Chissà quanto ci metteranno, le truppe ucraine, ad arrivare a destinazione. Stupisce la loro velocità, e stupirebbe ancor più se non si tenesse conto di una cosa: la loro non è una semplice guerra di liberazione, ma una vera e propria epopea nazionale. Si crea, adesso che i carri dilagano oltre il Dnepr verso i vecchi confini, il mito fondativo di un popolo che questo attendeva da circa quattro secoli: la Russia era ancora Moscovia, che già l’aveva sottomessa. Non c’è stato il tempo, per l’Ucraina, per sentirsi se stessa, nemmeno per un solo giorno.

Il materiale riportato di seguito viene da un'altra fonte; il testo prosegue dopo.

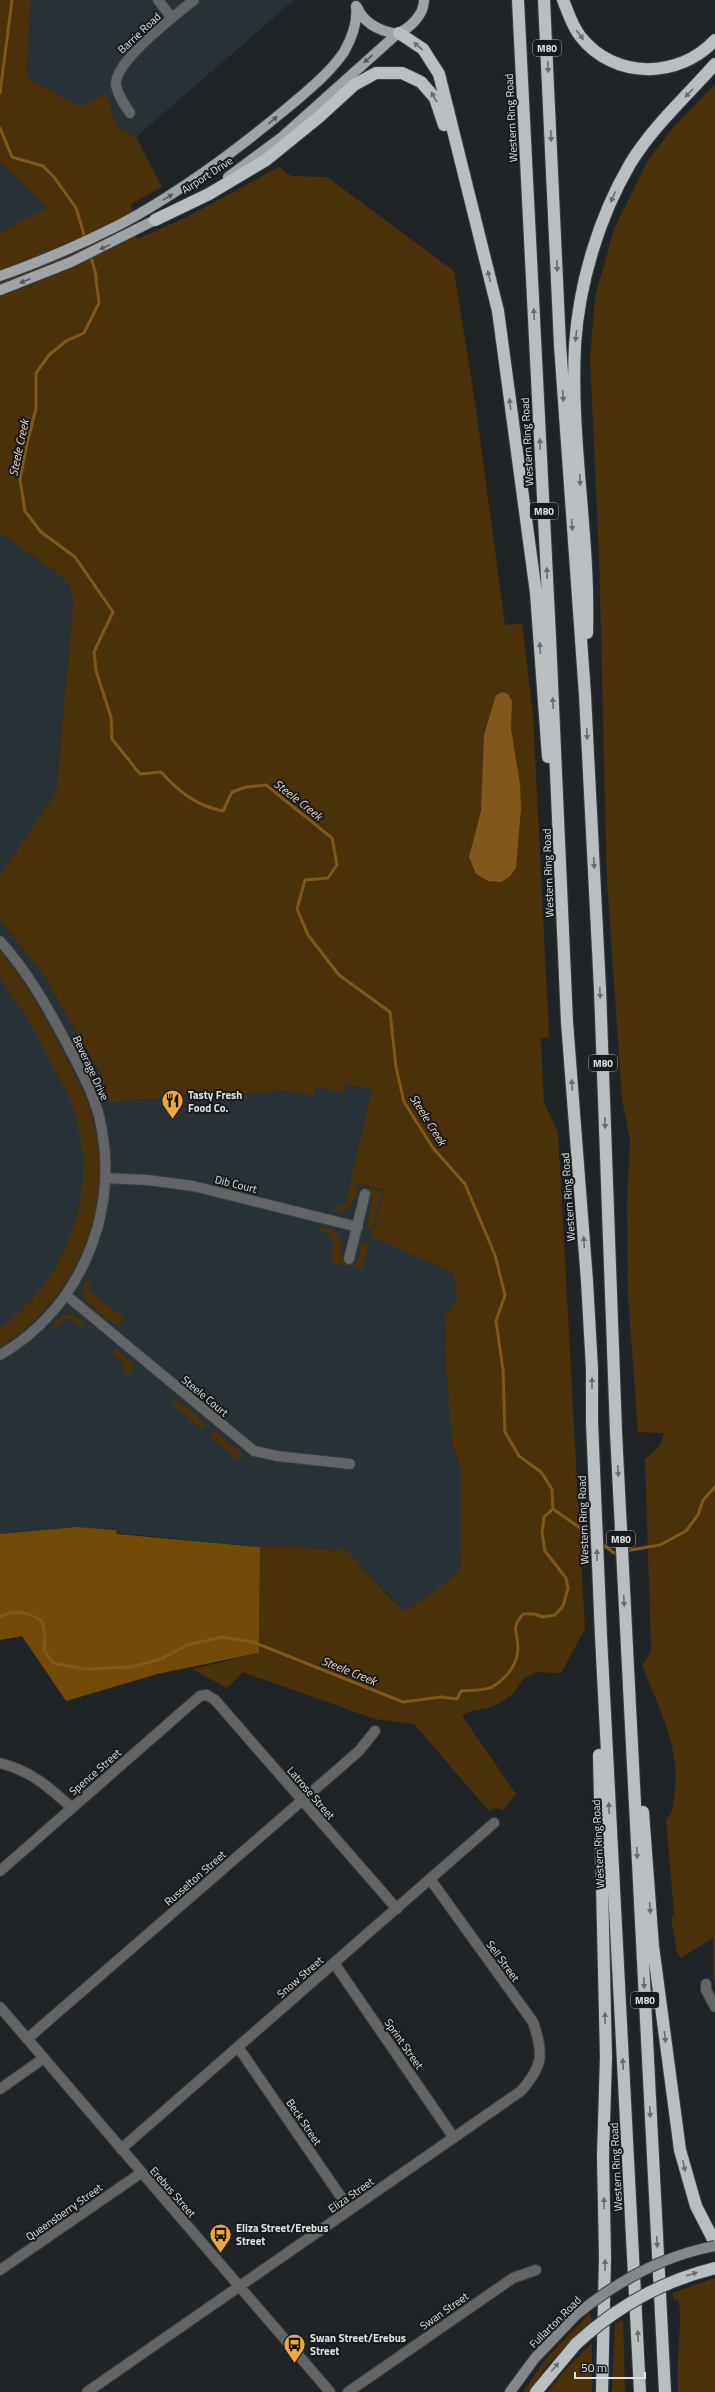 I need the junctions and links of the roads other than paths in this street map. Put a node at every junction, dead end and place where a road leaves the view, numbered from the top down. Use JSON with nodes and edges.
{"nodes":[{"id":1,"x":158,"y":0,"type":"edge"},
{"id":2,"x":194,"y":0,"type":"edge"},
{"id":3,"x":518,"y":0,"type":"edge"},
{"id":4,"x":544,"y":0,"type":"edge"},
{"id":5,"x":563,"y":0,"type":"edge"},
{"id":6,"x":424,"y":2,"type":"edge"},
{"id":7,"x":356,"y":3,"type":"edge"},
{"id":8,"x":172,"y":18,"type":"junction"},
{"id":9,"x":398,"y":33,"type":"junction"},
{"id":10,"x":715,"y":40,"type":"edge"},
{"id":11,"x":715,"y":64,"type":"edge"},
{"id":12,"x":130,"y":113,"type":"dead end"},
{"id":13,"x":473,"y":213,"type":"junction"},
{"id":14,"x":155,"y":220,"type":"junction"},
{"id":15,"x":0,"y":276,"type":"edge"},
{"id":16,"x":0,"y":290,"type":"edge"},
{"id":17,"x":585,"y":695,"type":"junction"},
{"id":18,"x":0,"y":941,"type":"edge"},
{"id":19,"x":567,"y":1022,"type":"junction"},
{"id":20,"x":106,"y":1178,"type":"junction"},
{"id":21,"x":365,"y":1194,"type":"dead end"},
{"id":22,"x":358,"y":1227,"type":"junction"},
{"id":23,"x":349,"y":1259,"type":"dead end"},
{"id":24,"x":66,"y":1296,"type":"junction"},
{"id":25,"x":0,"y":1355,"type":"edge"},
{"id":26,"x":350,"y":1464,"type":"dead end"},
{"id":27,"x":601,"y":1636,"type":"junction"},
{"id":28,"x":626,"y":1646,"type":"junction"},
{"id":29,"x":207,"y":1695,"type":"joint"},
{"id":30,"x":375,"y":1731,"type":"dead end"},
{"id":31,"x":0,"y":1763,"type":"edge"},
{"id":32,"x":302,"y":1801,"type":"junction"},
{"id":33,"x":72,"y":1808,"type":"junction"},
{"id":34,"x":494,"y":1823,"type":"dead end"},
{"id":35,"x":0,"y":1871,"type":"edge"},
{"id":36,"x":430,"y":1879,"type":"junction"},
{"id":37,"x":397,"y":1909,"type":"junction"},
{"id":38,"x":334,"y":1963,"type":"junction"},
{"id":39,"x":706,"y":1984,"type":"dead end"},
{"id":40,"x":0,"y":2007,"type":"edge"},
{"id":41,"x":715,"y":2007,"type":"edge"},
{"id":42,"x":27,"y":2039,"type":"junction"},
{"id":43,"x":238,"y":2047,"type":"junction"},
{"id":44,"x":44,"y":2058,"type":"junction"},
{"id":45,"x":540,"y":2062,"type":"joint"},
{"id":46,"x":0,"y":2088,"type":"edge"},
{"id":47,"x":454,"y":2138,"type":"junction"},
{"id":48,"x":121,"y":2150,"type":"junction"},
{"id":49,"x":141,"y":2173,"type":"junction"},
{"id":50,"x":350,"y":2210,"type":"junction"},
{"id":51,"x":715,"y":2245,"type":"edge"},
{"id":52,"x":715,"y":2268,"type":"edge"},
{"id":53,"x":0,"y":2270,"type":"edge"},
{"id":54,"x":536,"y":2270,"type":"dead end"},
{"id":55,"x":239,"y":2286,"type":"junction"},
{"id":56,"x":87,"y":2392,"type":"edge"},
{"id":57,"x":330,"y":2392,"type":"edge"},
{"id":58,"x":348,"y":2392,"type":"edge"},
{"id":59,"x":510,"y":2392,"type":"edge"},
{"id":60,"x":536,"y":2392,"type":"edge"},
{"id":61,"x":602,"y":2392,"type":"edge"},
{"id":62,"x":640,"y":2392,"type":"edge"},
{"id":63,"x":664,"y":2392,"type":"edge"}],
"edges":[{"from":1,"to":8,"type":"street"},
{"from":2,"to":8,"type":"street","name":"Barrie Road"},
{"from":19,"to":3,"type":"highway","name":"Western Ring Road","number":"M80","one_way":true},
{"from":4,"to":17,"type":"highway","number":"M80","one_way":true},
{"from":5,"to":10,"type":"highway","one_way":true},
{"from":6,"to":9,"type":"main road","name":"Airport Drive"},
{"from":7,"to":9,"type":"main road"},
{"from":15,"to":7,"type":"main road","name":"Airport Drive","one_way":true},
{"from":8,"to":12,"type":"street","name":"Barrie Road"},
{"from":13,"to":9,"type":"highway","one_way":true},
{"from":9,"to":14,"type":"main road","name":"Airport Drive","one_way":true},
{"from":11,"to":17,"type":"highway","one_way":true},
{"from":13,"to":14,"type":"highway","one_way":true},
{"from":19,"to":13,"type":"highway","one_way":true},
{"from":14,"to":16,"type":"main road","name":"Airport Drive","one_way":true},
{"from":17,"to":28,"type":"highway","number":"M80","one_way":true},
{"from":18,"to":20,"type":"street","name":"Beverage Drive"},
{"from":27,"to":19,"type":"highway","name":"Western Ring Road","number":"M80","one_way":true},
{"from":20,"to":22,"type":"street","name":"Dib Court"},
{"from":20,"to":24,"type":"street","name":"Beverage Drive"},
{"from":21,"to":22,"type":"street"},
{"from":22,"to":23,"type":"street"},
{"from":24,"to":25,"type":"street","name":"Beverage Drive"},
{"from":24,"to":26,"type":"street","name":"Steele Court"},
{"from":61,"to":27,"type":"highway","one_way":true},
{"from":62,"to":27,"type":"highway","name":"Western Ring Road","number":"M80","one_way":true},
{"from":28,"to":51,"type":"highway","one_way":true},
{"from":28,"to":63,"type":"highway","number":"M80","one_way":true},
{"from":29,"to":32,"type":"street","name":"Latrose Street"},
{"from":29,"to":33,"type":"street","name":"Spence Street"},
{"from":30,"to":32,"type":"street","name":"Russelton Street"},
{"from":31,"to":33,"type":"street"},
{"from":32,"to":37,"type":"street","name":"Latrose Street"},
{"from":32,"to":42,"type":"street","name":"Russelton Street"},
{"from":33,"to":35,"type":"street","name":"Spence Street"},
{"from":34,"to":36,"type":"street","name":"Snow Street"},
{"from":36,"to":37,"type":"street","name":"Snow Street"},
{"from":36,"to":45,"type":"street","name":"Sell Street"},
{"from":37,"to":38,"type":"street","name":"Snow Street"},
{"from":38,"to":43,"type":"street","name":"Snow Street"},
{"from":38,"to":47,"type":"street","name":"Sprint Street"},
{"from":39,"to":41,"type":"street"},
{"from":40,"to":42,"type":"street","name":"Erebus Street"},
{"from":42,"to":44,"type":"street","name":"Erebus Street"},
{"from":43,"to":48,"type":"street","name":"Snow Street"},
{"from":43,"to":50,"type":"street","name":"Beck Street"},
{"from":44,"to":46,"type":"street"},
{"from":44,"to":48,"type":"street","name":"Erebus Street"},
{"from":45,"to":47,"type":"street","name":"Eliza Street"},
{"from":47,"to":50,"type":"street","name":"Eliza Street"},
{"from":48,"to":49,"type":"street","name":"Erebus Street"},
{"from":49,"to":53,"type":"street","name":"Queensberry Street"},
{"from":49,"to":55,"type":"street","name":"Erebus Street"},
{"from":50,"to":55,"type":"street","name":"Eliza Street"},
{"from":51,"to":59,"type":"main road","name":"Fullarton Road","bridge":true},
{"from":60,"to":52,"type":"highway","one_way":true,"bridge":true},
{"from":54,"to":58,"type":"street","name":"Swan Street"},
{"from":55,"to":56,"type":"street","name":"Eliza Street"},
{"from":55,"to":57,"type":"street","name":"Erebus Street"}]}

Forse è per questo che Zelensky ha firmato il decreto che impedisce ogni trattativa con Vlad l’Impalatore: da uomo di teatro e di lettere qual è, sa benissimo che ha l’occasione di passare ai posteri come un nuovo Cid Campeadeor. Il quale Cid, a grattar bene la scorsa dell’epica per arrivare alla polpa della storia, lo stesso fece: generare il mito della Reconquista a costo di spargere sangue che poteva essere risparmiato. Ecco che Volodymyr dei Campi di Battaglia compie il suo più grande errore dal 24 febbraio. Perché così facendo ha messo sabbia negli ingranaggi della diplomazia, ora che il Papa si poneva indirettamente come forza mediatrice (e Parolin questo si era offerto di fare fin dallo scorso luglio). Risultato: aumenta il pericolo nucleare, laddove sarebbe stato il momento di tenere la pressione bassa. Aumenta, non si crea, perché il Cremlino fin dall’inizio ha sventolato la Bomba come fosse un gagliardetto, e gli Usa adesso trattano con la Polonia per creare, a loro volta, qualche rampa.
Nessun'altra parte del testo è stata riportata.